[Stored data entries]

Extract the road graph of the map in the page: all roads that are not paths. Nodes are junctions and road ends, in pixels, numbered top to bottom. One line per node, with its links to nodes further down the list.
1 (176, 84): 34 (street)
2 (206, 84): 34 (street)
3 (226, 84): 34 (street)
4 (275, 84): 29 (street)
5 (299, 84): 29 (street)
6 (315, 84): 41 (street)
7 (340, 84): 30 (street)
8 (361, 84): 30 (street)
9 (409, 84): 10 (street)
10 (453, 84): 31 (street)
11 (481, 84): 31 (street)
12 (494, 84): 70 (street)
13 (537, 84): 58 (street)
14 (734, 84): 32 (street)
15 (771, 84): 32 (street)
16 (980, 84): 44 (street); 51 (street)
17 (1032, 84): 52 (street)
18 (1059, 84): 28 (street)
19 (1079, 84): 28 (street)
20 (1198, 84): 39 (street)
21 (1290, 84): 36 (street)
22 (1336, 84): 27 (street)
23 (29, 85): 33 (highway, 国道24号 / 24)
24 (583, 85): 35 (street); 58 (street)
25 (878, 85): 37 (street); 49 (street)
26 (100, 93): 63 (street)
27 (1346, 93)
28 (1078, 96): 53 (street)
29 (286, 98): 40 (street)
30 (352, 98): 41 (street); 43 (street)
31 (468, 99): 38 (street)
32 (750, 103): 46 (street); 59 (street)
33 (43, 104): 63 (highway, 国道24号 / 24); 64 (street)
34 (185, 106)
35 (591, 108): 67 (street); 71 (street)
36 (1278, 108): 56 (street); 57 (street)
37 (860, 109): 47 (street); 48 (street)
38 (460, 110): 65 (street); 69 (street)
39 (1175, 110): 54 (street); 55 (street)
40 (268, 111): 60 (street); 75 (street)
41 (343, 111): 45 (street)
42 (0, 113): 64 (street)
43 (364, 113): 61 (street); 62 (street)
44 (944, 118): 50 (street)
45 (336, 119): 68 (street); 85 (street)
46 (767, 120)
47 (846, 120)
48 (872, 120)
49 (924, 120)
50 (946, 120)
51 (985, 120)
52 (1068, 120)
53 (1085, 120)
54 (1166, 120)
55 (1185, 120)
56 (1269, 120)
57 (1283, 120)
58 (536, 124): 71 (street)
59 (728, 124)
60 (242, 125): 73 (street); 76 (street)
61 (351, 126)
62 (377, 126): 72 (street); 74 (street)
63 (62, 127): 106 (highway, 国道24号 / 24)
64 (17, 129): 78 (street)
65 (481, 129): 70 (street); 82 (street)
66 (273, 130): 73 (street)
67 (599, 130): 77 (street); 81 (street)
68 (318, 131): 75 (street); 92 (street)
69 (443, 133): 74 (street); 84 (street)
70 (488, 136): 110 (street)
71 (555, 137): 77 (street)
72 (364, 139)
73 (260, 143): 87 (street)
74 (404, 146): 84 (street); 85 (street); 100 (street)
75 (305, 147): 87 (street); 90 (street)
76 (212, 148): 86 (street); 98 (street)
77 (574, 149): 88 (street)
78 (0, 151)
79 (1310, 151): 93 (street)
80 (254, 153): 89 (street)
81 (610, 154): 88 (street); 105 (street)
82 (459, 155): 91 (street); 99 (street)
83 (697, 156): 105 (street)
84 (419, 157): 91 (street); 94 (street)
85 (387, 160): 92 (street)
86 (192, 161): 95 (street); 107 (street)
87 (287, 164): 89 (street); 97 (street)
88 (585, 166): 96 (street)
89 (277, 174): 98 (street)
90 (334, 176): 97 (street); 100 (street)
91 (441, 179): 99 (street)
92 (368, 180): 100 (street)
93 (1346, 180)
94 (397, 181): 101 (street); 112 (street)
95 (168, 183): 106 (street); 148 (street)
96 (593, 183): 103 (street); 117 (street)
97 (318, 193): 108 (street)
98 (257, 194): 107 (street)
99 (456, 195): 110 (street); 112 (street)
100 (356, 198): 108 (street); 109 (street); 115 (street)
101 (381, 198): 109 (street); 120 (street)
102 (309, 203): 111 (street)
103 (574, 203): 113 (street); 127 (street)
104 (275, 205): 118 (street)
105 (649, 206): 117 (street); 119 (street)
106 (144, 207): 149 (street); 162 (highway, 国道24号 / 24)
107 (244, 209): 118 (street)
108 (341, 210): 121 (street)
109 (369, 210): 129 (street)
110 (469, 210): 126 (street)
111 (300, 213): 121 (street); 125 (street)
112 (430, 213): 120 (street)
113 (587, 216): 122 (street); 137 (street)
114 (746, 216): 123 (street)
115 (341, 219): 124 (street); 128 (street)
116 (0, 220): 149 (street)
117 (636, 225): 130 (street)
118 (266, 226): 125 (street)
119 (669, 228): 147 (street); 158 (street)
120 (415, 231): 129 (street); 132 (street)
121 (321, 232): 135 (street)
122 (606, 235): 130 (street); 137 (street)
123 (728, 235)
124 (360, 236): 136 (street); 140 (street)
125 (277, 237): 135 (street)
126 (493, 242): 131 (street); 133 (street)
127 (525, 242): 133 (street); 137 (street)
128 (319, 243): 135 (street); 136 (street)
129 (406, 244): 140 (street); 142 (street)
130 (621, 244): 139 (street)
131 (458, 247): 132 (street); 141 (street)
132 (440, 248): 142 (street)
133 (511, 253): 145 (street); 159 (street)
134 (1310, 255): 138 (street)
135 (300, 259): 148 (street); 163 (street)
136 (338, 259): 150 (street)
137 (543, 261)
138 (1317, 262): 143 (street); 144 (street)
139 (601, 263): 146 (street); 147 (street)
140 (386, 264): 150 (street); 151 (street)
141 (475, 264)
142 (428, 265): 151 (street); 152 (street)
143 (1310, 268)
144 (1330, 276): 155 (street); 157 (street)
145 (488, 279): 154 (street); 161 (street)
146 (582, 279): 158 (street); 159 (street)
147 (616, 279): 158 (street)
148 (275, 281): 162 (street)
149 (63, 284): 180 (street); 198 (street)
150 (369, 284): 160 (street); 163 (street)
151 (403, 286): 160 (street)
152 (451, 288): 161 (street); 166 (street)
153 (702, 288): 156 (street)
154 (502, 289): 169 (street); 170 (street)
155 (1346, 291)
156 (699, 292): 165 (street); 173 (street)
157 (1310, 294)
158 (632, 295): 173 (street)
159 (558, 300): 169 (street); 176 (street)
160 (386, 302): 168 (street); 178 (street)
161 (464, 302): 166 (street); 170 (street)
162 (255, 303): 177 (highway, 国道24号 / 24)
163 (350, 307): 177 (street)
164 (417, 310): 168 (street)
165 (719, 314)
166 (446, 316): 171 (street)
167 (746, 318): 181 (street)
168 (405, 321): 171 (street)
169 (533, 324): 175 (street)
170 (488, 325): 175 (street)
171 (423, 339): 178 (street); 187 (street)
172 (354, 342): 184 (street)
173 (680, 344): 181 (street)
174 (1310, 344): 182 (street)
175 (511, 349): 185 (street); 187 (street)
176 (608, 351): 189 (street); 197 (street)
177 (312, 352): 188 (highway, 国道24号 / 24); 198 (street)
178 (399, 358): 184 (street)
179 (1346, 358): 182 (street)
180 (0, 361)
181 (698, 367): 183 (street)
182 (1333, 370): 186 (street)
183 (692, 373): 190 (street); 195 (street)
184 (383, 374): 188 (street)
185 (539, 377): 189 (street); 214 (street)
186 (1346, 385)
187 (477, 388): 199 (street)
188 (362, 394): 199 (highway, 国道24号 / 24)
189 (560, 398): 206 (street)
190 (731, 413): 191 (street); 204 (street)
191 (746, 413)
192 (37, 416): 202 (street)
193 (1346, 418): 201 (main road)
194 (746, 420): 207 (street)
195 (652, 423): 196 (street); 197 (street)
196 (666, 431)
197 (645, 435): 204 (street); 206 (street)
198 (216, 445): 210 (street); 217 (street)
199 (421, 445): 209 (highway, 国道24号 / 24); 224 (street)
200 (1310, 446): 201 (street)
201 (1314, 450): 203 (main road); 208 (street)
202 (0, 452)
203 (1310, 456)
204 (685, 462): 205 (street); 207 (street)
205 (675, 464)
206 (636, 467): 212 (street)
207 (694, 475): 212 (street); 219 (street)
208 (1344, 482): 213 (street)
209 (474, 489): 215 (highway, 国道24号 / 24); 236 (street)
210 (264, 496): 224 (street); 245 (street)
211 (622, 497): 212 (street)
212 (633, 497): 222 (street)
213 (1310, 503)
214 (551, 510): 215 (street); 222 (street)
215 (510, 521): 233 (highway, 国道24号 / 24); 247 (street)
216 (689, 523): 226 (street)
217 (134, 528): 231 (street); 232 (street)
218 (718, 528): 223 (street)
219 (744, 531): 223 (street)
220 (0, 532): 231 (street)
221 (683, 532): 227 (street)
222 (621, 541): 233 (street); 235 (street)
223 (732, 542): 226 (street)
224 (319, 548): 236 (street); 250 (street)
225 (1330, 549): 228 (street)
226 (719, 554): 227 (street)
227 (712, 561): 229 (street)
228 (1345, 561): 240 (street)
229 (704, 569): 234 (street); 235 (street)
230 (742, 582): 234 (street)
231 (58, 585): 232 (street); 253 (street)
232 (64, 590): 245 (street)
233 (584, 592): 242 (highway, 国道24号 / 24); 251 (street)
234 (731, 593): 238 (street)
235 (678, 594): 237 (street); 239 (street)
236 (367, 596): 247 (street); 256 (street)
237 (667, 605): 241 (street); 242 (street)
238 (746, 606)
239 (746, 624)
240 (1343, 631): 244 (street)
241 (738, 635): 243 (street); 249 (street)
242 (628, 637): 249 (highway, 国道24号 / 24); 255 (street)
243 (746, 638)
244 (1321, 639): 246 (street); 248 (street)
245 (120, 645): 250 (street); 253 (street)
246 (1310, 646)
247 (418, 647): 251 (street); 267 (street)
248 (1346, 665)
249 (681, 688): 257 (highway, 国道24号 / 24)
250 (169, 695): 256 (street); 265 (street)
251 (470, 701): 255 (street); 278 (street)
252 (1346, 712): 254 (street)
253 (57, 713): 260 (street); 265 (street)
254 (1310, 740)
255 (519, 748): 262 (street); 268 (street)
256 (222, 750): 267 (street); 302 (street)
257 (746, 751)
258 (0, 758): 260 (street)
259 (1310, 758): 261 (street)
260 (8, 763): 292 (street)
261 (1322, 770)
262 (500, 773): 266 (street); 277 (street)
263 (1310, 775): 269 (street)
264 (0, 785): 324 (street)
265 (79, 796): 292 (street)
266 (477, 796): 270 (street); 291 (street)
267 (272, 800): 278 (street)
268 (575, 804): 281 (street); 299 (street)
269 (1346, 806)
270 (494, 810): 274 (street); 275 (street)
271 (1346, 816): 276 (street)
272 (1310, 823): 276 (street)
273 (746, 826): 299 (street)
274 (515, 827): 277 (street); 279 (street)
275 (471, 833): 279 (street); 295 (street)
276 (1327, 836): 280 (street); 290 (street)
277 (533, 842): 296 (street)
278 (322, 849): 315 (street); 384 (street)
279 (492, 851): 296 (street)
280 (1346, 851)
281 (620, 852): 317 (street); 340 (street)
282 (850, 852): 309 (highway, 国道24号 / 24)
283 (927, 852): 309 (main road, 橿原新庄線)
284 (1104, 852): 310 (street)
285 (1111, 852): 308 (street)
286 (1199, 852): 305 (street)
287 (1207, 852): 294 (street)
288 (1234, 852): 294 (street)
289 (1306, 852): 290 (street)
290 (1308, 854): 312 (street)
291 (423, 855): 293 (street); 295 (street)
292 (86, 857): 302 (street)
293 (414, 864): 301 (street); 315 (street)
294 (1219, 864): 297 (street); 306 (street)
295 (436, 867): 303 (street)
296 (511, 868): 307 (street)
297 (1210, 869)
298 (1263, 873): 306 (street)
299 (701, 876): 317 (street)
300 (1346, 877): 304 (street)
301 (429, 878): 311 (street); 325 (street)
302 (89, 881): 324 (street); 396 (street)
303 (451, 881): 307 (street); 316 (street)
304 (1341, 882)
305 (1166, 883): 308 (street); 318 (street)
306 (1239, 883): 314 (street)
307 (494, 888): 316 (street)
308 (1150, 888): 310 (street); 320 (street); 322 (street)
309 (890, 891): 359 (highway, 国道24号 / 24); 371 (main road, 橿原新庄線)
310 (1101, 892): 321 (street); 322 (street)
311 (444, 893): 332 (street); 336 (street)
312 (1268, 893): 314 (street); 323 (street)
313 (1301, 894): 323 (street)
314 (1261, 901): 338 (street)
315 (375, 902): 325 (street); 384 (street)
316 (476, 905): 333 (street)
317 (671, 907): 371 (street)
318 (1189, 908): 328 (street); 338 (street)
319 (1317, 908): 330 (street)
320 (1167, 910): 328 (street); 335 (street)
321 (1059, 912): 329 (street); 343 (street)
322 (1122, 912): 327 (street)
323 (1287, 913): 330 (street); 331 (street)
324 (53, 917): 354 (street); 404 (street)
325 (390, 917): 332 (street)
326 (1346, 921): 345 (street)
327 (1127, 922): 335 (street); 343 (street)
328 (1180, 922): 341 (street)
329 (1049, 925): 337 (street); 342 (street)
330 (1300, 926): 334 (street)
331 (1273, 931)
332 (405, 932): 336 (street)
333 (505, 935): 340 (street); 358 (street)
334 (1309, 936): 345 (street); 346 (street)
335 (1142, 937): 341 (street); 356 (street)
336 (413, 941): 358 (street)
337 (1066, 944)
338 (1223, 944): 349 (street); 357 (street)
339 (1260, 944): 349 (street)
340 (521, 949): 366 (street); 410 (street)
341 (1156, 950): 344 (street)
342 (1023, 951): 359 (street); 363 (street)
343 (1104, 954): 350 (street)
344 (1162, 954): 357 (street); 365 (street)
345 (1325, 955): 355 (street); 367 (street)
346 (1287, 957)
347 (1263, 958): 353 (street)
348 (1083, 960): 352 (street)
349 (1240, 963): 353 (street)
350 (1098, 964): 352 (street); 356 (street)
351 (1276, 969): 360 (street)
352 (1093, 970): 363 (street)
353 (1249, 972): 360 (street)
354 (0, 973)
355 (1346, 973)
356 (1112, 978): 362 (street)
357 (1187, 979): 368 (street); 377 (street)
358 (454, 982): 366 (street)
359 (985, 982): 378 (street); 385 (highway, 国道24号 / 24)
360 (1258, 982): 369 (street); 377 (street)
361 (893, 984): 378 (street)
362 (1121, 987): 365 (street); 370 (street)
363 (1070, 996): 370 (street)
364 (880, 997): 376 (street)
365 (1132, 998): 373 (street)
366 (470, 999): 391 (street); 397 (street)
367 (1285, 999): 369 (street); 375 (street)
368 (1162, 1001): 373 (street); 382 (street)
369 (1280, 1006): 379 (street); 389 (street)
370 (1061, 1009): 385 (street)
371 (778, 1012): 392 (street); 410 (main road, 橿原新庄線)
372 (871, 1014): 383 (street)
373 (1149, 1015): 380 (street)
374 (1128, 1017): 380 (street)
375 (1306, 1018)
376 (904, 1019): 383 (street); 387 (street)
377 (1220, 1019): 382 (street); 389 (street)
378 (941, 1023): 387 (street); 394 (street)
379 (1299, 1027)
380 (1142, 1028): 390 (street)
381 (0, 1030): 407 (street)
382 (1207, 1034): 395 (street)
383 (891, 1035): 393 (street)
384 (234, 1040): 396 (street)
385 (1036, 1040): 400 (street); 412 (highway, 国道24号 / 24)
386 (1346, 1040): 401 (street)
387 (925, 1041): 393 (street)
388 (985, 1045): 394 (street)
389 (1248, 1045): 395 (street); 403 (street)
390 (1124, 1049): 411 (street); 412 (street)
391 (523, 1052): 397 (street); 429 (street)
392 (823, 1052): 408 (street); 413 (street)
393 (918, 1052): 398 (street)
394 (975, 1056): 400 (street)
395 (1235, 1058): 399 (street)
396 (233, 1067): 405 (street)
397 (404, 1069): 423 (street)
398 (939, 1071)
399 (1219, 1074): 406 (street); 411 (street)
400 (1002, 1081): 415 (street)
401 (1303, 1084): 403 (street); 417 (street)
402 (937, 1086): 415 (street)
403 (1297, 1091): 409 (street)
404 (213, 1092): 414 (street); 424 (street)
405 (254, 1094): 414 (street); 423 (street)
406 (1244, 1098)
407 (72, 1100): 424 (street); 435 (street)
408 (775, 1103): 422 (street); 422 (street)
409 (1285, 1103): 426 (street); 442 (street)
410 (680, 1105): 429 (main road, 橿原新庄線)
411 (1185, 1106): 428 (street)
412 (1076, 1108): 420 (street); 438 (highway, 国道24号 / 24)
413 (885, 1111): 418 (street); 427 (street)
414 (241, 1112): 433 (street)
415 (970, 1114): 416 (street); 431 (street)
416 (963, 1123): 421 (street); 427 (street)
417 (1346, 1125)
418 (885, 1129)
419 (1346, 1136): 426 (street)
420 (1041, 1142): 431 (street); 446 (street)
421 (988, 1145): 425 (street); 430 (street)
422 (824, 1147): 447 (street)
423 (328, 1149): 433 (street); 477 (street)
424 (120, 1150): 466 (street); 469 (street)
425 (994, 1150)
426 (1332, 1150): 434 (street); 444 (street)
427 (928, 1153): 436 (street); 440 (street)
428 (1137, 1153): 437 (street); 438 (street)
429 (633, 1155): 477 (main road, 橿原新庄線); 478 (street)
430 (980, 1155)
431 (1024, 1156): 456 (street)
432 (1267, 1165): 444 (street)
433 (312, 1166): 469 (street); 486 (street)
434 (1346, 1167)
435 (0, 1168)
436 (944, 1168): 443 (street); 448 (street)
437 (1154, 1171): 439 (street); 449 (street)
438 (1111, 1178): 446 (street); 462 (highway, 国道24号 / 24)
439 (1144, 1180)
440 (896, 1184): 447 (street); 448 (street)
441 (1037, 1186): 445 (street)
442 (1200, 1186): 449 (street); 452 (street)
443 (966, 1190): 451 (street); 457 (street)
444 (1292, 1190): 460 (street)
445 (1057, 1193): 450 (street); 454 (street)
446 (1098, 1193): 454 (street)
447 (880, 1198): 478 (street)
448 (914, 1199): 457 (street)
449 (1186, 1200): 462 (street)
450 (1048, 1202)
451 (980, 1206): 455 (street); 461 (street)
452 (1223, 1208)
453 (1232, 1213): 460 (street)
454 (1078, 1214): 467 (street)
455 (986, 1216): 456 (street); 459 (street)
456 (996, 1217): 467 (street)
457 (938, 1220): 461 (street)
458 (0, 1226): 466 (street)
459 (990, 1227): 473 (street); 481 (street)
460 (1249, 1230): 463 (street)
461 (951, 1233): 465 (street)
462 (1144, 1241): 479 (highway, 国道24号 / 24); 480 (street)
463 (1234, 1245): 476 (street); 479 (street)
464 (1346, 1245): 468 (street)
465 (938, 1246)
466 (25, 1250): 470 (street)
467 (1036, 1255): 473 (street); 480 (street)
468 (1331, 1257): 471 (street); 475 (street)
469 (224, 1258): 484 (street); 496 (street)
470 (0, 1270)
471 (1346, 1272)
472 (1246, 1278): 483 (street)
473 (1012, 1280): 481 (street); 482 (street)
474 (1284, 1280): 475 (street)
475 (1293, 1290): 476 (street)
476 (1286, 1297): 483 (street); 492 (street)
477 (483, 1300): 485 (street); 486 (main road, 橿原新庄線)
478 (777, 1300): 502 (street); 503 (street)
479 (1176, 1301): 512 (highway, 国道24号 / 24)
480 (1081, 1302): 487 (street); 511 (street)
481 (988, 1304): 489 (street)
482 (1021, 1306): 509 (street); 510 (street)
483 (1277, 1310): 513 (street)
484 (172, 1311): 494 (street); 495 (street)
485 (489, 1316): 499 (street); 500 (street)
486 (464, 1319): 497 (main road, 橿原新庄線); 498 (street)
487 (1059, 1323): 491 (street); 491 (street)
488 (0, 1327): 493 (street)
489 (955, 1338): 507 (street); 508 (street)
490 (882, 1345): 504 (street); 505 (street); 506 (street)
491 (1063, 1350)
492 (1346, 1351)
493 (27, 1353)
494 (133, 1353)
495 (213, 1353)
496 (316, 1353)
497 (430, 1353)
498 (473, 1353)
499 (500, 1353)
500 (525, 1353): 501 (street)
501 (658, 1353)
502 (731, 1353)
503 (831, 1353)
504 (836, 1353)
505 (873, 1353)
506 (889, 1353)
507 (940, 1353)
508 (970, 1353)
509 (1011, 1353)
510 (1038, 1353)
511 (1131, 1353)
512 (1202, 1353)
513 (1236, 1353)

» **Task brief**: Determine how many lines of the records above contain the word "橿原新庄線", and report only that number.

» **Answer section**: 7